• _Your goal_
Below are some entries. Copy each line in them that holds "Київська".

(Source data)
━━━

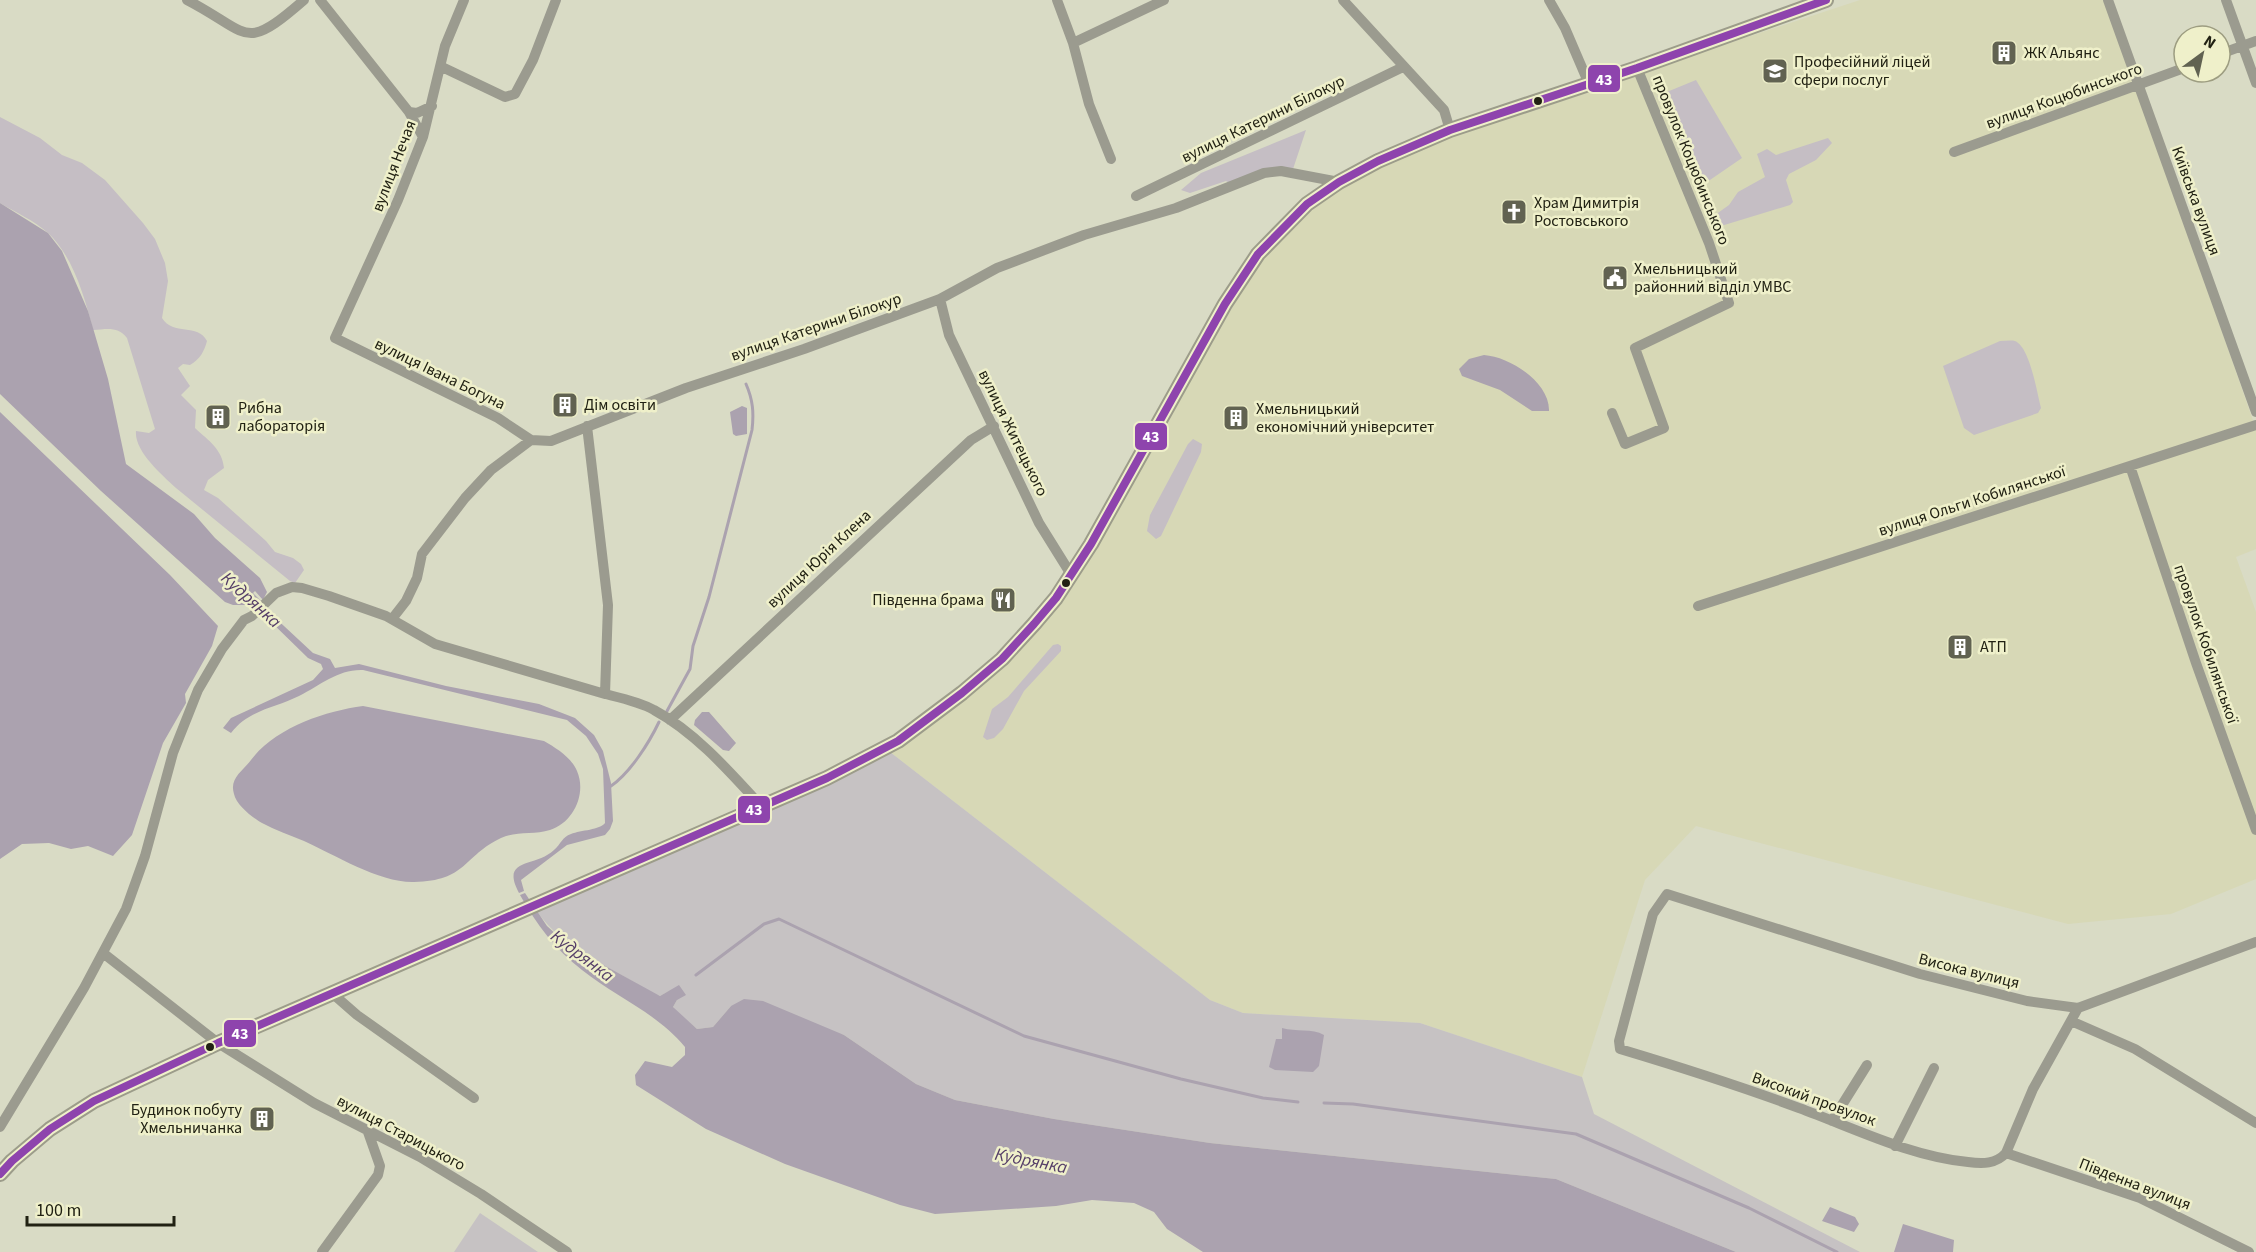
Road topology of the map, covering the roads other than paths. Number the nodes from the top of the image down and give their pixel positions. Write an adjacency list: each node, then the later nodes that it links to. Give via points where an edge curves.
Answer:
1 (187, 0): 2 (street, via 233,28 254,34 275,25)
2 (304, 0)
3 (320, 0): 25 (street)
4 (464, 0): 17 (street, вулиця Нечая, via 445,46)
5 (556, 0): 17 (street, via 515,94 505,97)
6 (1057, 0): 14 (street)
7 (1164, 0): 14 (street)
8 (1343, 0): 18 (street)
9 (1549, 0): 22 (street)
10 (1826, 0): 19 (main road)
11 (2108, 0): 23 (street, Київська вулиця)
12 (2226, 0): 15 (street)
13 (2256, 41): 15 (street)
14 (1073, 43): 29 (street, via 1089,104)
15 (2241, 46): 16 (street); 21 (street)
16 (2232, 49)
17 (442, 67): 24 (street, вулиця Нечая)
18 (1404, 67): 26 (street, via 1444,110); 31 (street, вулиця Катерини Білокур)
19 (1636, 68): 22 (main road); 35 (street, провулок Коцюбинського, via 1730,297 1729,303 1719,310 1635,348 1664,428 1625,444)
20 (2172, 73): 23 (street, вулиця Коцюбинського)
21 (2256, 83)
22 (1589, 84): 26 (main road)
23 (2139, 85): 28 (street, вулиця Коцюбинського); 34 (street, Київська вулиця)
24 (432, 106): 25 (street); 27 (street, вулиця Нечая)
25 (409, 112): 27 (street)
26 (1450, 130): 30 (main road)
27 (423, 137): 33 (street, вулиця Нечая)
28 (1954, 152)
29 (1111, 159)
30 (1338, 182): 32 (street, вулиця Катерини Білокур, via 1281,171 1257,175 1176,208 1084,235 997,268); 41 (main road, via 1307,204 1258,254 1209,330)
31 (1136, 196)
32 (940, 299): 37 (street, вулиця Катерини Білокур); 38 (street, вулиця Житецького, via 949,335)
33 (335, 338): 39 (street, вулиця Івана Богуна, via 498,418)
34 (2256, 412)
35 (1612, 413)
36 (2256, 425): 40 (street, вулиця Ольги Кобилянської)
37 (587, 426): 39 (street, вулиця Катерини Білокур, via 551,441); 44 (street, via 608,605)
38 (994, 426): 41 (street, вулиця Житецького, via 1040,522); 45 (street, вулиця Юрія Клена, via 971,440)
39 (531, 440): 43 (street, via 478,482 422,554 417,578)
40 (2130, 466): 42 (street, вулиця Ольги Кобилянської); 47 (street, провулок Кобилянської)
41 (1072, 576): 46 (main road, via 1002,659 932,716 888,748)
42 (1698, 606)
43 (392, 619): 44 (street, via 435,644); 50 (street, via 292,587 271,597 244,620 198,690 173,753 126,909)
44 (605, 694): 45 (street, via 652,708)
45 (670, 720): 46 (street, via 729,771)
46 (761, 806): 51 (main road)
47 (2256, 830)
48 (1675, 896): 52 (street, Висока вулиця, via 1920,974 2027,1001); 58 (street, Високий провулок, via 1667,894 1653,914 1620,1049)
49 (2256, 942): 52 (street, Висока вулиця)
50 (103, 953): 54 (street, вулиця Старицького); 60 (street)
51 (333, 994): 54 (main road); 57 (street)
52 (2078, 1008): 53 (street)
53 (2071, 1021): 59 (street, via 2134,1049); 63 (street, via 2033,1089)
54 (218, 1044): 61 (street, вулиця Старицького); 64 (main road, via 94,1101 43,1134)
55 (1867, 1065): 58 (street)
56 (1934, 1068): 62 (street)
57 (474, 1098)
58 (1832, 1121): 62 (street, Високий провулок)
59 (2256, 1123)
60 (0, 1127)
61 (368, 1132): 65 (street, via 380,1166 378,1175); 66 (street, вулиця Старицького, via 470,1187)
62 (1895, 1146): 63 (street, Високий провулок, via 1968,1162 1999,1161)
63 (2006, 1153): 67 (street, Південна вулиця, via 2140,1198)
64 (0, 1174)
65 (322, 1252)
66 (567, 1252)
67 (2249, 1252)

━━━

• _Result of the task_
11 (2108, 0): 23 (street, Київська вулиця)
23 (2139, 85): 28 (street, вулиця Коцюбинського); 34 (street, Київська вулиця)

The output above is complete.